Ultra-thin laminates for use in multilayer boards come in thicknesses ranging from 0.002"
to 0.031". The same copper thicknesses are used here as on rigid board. and the copper can
be bonded to either one or two sides. Ultra-thin laminates are produced in standard sheet
sizes of 36" by 36" and 36" by 48". Some PC-laminate manufacturers will cut panels to size.
Flexible copper-clad film laminates are manufactured in maximum roll widths of 59" and
maximum roll diameters of 14" (2000 feet) . Flexible film measures from 1.5 to 9.9 mils
thick with copper on one side, and from 2.5 through 14.8 mils with copper on two sides. In
addition to copper, other metals can be used in metal-clad laminate construction, among
these are steel, Nichrome, Kovar, and nickel.
PC Laminate Costs
The cost of printed-circuit laminates depends on the type laminate selected. Further variation
in costs results from the different materials from which the laminate is manufactured. In
general. the more sophisticated and critical the application, the higher the cost of the laminate.

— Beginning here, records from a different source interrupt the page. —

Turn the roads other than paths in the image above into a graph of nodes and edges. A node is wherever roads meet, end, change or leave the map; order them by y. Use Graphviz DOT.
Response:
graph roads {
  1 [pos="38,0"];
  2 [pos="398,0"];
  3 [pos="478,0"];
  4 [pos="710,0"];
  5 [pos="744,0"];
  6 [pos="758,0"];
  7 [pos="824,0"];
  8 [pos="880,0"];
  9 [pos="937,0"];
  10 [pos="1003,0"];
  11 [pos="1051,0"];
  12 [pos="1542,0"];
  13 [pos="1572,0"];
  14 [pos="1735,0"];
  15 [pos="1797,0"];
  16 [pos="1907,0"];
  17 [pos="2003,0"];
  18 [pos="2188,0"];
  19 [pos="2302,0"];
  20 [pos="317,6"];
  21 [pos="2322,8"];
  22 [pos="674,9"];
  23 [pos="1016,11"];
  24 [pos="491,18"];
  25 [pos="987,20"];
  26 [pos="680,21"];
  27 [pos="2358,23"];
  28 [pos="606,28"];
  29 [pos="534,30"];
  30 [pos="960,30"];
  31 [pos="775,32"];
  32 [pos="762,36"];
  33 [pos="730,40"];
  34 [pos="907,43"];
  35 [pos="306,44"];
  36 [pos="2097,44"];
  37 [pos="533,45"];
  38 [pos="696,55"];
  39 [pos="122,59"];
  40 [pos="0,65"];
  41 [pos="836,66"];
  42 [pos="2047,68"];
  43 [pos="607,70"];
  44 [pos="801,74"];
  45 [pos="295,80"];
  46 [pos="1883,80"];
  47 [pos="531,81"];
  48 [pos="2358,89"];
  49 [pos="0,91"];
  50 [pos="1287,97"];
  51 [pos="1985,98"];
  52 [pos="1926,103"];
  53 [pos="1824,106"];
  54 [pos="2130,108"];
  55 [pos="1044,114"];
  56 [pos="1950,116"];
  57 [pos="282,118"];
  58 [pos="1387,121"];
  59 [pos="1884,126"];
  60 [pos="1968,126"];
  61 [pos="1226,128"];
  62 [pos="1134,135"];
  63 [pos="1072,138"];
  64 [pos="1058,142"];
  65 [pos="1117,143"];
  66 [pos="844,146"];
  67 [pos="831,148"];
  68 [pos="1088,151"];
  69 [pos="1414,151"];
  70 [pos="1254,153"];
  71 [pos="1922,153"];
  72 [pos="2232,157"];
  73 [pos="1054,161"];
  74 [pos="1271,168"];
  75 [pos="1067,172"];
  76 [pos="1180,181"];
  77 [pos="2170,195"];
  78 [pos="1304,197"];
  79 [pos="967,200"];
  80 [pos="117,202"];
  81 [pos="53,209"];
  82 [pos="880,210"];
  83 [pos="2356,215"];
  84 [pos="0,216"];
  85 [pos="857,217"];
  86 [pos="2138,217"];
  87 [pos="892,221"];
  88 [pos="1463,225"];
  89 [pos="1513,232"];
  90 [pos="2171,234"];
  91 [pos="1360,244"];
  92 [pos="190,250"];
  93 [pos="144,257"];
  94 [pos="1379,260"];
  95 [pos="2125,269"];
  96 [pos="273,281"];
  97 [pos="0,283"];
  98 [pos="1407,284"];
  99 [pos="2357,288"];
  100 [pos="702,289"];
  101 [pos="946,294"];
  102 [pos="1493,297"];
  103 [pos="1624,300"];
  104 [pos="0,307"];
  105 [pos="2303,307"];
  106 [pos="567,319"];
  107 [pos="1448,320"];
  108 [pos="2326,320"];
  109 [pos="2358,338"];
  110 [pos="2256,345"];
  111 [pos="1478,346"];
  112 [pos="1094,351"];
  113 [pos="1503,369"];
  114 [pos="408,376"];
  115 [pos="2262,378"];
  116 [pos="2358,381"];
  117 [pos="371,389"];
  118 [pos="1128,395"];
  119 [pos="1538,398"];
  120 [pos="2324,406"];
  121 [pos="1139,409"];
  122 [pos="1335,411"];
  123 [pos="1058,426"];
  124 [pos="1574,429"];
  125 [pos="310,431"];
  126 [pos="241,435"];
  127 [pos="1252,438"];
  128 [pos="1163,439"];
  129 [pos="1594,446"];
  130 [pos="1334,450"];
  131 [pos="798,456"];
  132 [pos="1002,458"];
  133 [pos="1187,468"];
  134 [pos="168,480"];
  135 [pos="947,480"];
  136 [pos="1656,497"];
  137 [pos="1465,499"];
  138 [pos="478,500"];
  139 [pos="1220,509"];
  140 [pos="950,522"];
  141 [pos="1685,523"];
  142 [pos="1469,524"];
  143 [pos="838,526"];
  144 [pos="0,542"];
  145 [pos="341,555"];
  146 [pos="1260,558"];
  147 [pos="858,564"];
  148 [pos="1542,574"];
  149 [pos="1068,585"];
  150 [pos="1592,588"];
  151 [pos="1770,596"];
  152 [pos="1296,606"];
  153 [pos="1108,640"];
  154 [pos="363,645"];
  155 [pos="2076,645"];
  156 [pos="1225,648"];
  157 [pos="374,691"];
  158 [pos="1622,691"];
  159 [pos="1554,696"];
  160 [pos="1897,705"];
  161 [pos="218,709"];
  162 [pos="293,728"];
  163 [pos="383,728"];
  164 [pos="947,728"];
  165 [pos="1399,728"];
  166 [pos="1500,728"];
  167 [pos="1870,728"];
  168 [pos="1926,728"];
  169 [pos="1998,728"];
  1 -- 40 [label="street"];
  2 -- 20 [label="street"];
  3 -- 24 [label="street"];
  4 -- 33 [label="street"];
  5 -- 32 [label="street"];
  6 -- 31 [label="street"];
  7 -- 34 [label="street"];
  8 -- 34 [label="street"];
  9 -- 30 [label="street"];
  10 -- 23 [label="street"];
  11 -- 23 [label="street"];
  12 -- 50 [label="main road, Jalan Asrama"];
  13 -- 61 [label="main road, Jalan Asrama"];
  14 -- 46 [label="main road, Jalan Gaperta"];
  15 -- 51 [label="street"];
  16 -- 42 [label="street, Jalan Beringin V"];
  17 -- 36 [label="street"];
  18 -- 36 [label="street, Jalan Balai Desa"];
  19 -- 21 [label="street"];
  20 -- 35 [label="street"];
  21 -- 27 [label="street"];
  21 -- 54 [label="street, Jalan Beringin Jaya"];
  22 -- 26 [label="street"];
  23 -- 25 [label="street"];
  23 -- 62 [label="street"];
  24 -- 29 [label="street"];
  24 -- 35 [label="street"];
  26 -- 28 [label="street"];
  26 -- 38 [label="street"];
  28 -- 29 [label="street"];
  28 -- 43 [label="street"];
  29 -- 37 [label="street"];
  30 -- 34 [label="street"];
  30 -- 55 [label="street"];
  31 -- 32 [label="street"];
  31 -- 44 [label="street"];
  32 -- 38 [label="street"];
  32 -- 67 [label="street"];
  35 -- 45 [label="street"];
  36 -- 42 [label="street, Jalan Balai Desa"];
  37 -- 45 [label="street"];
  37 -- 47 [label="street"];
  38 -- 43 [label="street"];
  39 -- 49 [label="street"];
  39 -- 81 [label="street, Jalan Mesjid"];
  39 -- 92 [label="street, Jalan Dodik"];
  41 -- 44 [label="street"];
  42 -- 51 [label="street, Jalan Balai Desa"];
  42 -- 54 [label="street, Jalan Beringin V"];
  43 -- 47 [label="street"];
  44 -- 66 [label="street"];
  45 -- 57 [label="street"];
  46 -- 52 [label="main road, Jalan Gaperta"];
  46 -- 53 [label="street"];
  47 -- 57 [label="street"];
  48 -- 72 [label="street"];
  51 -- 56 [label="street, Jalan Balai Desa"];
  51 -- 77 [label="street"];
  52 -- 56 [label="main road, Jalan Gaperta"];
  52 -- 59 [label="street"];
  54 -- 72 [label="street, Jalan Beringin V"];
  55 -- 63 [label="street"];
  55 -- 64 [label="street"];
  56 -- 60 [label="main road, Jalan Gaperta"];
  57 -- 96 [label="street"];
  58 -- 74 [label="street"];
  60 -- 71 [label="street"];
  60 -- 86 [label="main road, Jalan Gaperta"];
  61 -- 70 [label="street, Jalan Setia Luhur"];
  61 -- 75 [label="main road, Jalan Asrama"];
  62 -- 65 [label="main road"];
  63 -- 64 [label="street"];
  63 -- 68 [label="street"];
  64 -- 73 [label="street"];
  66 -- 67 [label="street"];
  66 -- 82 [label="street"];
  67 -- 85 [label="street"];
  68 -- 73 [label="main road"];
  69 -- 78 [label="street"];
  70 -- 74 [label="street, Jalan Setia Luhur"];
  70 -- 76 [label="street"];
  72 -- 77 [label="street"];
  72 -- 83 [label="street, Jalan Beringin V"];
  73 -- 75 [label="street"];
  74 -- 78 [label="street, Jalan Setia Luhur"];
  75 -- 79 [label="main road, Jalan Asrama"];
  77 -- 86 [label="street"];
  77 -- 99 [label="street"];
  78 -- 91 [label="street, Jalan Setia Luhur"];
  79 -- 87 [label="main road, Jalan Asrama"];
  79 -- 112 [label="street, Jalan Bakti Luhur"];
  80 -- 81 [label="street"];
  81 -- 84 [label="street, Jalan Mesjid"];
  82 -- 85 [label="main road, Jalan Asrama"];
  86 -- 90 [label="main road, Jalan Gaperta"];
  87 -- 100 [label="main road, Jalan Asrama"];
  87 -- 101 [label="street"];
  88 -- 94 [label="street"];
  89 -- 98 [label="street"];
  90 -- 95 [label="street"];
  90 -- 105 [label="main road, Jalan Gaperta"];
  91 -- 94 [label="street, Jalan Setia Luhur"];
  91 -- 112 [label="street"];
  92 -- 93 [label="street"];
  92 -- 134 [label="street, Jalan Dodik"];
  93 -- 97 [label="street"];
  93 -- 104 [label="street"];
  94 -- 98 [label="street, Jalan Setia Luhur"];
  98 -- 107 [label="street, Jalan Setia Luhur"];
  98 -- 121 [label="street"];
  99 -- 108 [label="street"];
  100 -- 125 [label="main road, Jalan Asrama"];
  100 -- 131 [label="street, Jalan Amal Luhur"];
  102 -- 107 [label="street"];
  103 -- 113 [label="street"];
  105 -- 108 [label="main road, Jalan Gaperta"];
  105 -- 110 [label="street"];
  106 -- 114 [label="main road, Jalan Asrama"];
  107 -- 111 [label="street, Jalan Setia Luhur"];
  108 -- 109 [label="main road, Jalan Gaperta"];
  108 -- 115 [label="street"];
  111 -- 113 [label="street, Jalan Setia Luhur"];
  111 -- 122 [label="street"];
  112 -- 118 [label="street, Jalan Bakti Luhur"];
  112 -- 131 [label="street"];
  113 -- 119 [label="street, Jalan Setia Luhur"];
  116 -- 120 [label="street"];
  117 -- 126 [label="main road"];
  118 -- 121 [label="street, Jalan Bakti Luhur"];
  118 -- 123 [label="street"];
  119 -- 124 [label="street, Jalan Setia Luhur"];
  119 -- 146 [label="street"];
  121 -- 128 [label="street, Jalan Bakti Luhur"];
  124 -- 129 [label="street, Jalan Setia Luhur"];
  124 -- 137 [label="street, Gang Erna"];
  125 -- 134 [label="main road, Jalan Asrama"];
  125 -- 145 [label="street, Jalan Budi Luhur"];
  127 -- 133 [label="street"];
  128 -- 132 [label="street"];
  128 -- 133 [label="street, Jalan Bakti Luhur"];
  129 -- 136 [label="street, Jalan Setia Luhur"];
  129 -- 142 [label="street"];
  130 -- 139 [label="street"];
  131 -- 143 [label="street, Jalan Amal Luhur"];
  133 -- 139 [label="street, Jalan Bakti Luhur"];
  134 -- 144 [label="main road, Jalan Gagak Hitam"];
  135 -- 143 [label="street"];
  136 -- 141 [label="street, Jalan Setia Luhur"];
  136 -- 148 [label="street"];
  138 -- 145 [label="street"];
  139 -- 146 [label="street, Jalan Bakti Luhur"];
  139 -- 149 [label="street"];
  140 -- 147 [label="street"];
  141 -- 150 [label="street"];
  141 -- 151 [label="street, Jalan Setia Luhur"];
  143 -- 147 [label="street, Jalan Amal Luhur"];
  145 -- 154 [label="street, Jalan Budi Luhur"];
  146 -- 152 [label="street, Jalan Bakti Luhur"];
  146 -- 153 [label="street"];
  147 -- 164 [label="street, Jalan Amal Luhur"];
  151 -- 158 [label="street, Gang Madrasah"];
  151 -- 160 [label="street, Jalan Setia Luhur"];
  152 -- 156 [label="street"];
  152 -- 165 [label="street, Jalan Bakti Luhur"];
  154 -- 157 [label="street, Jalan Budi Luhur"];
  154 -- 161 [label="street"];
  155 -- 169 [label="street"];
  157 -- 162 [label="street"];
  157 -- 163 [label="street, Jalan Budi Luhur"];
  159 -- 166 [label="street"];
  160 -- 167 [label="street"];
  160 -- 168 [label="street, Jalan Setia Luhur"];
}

Printed-circuit laminates were developed and used successfully for the first time about
15 years ago. The first efforts were to develop the proper mechanical and electrical properties
and adequate peel strength of the copper during soldering.
These problems were solved in the early years. But more recently attention was directed
to improving copper-clad material in the face of today's trend toward miniaturized electronic
circuitry.
Meeting these more exacting requirements has created a demand for laminates with greater
dimensional stability and stronger resistance to processing techniques. Great strides have
been made in these directions so far and more will be made in the future.
* He is a member of Sigma Xi and active in the ACS, SPE, A.I.Ch.E, ASTM, NEMA, and IPC.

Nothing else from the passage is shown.